A 14 year old girl in Pennsylvania joined the ranks of countless teenage mothers; but, instead of throwing her hands up and becoming a leech on society, a stereotypical high school drop-out, or abandoning the child, the girl attempted to continue high school and her part-time job, as well as take responsibility in raising her child. This is quite admirable for a teenager. Now a 16 year old mother of a two year old, the girl maintains dreams of going to college to study Criminal Justice. She is described as an "exceptional student."
The girl's mother is on disability and has four children in total. There is no mention of a father (in either case of the girl or her mother), and one might assume (there are few details on the matter) that the girl's family is not at all well-off, and child care may already be an issue.
There are days when the mother cannot (for one reason or another) or will not (this is unclear) watch the 16 year old's son. There are days when the boy is sick and the girl must take the child to the doctor, and on these days the 16 year old must miss school. This is the rub; the high school is now moving to charge the girl under truancy laws after missing lots of school. It is suggested that the girl is otherwise an "exceptional student" who maintains her grades despite her lack of attendance.
[Under the district] attendance policy, parents are given legal notice of a first truancy offense after three unexcused absences. Additional unexcused days can lead to fines or imprisonment.
However, under Pennsylvania's Compulsory Attendance Law, there is an exception for absences due to mental, physical or "other urgent reasons."
In the School District of Philadelphia, for example, students are allowed to miss only four weeks after giving birth before they must return to classes.
The school district officials do not recognize teen parenting as urgent reasons, and this is undoubtedly within their right. There is a standing policy against truancy, and the girl is clearly violating this policy. I suppose one could say that they are under no obligation to make an exception in this case. There is also mention in one article that the girl has "missed 211 days in the last four school years," which is more than a fair amount of school, and also covers two more years than the girl has had a child. However, I am not so ready to condemn this girl.
They have encouraged the girl to pursue home schooling or switch to a Vo-Tech which has day care. I question, however, the wisdom of taking an exceptional student with lofty college dreams, who is otherwise statistically at-risk for being a drop-out, and encouraging them to leave school or move to vocational training. Certainly the latter option will be better than the former; from the description of the girl's mother having four children and not being able to watch the girl's two year old, I doubt she is in a position to provide an adequate education. Also, apologies to those of you who are home schooled or who provide excellent home school care for your children, my experience with friends who received home schooling and clearly spent more time on whimsical pursuits rather than developing a good foundation in the basics and who treated school as a second-thought to their hobbies (or their parents' busy day), I am not impressed with what home schooling sometimes has to offer (recognizing that there are many exceptions), and certainly do not think it a good solution in this case.

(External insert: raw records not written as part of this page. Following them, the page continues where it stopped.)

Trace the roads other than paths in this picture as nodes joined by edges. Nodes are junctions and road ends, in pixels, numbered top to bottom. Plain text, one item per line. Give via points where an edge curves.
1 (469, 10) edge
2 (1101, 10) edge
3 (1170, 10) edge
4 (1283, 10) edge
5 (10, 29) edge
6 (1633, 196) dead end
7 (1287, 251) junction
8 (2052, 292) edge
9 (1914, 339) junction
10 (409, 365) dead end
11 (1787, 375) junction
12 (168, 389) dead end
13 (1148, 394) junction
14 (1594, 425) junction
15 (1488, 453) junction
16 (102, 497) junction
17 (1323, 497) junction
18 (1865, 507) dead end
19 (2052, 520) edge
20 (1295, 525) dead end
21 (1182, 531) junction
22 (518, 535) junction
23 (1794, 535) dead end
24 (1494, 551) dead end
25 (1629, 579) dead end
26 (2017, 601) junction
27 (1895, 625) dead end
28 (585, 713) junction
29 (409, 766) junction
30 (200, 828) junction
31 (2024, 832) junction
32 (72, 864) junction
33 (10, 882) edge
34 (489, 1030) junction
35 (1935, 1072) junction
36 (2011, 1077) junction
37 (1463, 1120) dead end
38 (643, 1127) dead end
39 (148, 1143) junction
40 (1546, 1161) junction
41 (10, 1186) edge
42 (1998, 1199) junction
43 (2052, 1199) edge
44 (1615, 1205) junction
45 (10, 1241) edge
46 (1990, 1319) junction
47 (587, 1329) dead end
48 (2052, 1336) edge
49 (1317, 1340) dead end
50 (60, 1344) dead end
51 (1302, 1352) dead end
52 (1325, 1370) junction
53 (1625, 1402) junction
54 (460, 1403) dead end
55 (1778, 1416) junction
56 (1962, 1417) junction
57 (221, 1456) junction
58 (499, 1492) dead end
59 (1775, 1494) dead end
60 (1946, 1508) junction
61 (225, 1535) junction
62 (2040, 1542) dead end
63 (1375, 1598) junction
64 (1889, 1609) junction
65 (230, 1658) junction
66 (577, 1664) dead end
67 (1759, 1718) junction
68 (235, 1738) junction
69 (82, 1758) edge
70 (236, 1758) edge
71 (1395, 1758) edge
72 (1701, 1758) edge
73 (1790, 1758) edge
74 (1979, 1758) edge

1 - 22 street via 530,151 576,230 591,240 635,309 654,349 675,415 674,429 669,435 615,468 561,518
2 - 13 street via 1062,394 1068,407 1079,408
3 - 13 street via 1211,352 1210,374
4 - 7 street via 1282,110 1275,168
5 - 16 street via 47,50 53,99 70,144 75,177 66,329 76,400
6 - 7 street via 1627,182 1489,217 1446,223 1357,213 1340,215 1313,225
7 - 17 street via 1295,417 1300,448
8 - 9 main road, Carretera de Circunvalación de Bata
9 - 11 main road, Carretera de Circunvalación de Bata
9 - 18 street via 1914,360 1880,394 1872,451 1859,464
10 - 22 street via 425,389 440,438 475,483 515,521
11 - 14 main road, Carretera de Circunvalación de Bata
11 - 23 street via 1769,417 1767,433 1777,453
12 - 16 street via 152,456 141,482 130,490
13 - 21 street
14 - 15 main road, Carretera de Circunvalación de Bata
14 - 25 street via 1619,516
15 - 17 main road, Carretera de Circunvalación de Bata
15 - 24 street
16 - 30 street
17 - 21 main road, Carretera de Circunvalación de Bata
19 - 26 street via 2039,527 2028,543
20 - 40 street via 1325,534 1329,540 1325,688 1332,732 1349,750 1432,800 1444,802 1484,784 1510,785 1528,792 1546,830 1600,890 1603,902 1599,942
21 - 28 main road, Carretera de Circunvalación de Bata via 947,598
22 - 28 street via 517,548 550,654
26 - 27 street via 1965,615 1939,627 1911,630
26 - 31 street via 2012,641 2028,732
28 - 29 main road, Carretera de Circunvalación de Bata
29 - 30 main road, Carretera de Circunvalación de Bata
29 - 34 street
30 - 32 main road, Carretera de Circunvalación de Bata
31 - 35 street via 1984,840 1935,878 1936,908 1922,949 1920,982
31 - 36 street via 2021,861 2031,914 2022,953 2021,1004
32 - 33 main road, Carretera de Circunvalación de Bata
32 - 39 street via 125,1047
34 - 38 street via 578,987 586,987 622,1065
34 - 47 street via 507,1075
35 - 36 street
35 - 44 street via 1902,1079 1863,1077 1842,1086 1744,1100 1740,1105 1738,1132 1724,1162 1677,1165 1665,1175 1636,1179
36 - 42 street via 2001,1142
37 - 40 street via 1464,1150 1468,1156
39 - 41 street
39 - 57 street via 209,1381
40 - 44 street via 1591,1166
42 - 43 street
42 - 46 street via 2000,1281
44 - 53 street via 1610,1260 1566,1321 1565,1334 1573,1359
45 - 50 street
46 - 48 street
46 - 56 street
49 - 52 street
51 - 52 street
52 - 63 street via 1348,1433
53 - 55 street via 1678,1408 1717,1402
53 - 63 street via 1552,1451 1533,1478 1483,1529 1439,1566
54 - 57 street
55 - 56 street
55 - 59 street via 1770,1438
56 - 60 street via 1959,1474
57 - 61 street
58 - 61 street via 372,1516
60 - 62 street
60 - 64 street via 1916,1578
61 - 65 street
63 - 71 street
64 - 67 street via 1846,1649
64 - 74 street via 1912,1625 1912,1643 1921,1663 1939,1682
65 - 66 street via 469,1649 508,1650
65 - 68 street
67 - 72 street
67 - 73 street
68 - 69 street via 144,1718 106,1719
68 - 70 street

That said, I have conflicting thoughts on this. The girl clearly made a mistake and is paying the unfortunate consequences (sometimes life sucks and you do have to live with the consequences of decisions made in youth), and I am very, very wary of lawsuits in which the ACLU quickly jump on the offensive because they haven't proven themselves to have much in the way of discretion. There are clear, laid-out policies in this school district, and the district is enforcing them; it isn't as if they are making these up as they go to punish this particular girl. However, knowing of a nearly unemployable and now-pregnant high school drop-out who is setting herself up to be a leech of society and quite the stereotype, as I look at these girls side-by-side (admittedly my being more familiar with the one than the other, only knowing about one of the girls what the media portrays of her), I see night and day.
Is it wise to put "the Rules" above the good of a student? If the girl is indeed maintaining exceptional grades in spite of a lack of attendance, is she truly being hurt by her truancy (beyond the obvious missing-out on socialization and learning the lesson of having to sit through unnecessary things sometimes just because you have to) enough to justify threatening to take the child away from an otherwise-responsible teenage mother, and is taking her out of school permanently a better solution? And what does that say about the school district itself if, despite such obstacles in this girls education and her missing so many days, that she can maintain her grades? Are there no Churches or special-interest groups in the District willing to step in and help the girl with child care, and help the girl achieve her goals toward which she has worked fairly hard? What sort of influence will taking the girl out of school have on the child, who is now arguably statistically higher at risk for taking a similar path? And then, if she does continue with her high school education and makes it to college, how she plan to handle child care then?
What are your thoughts? I am still not sure what to think.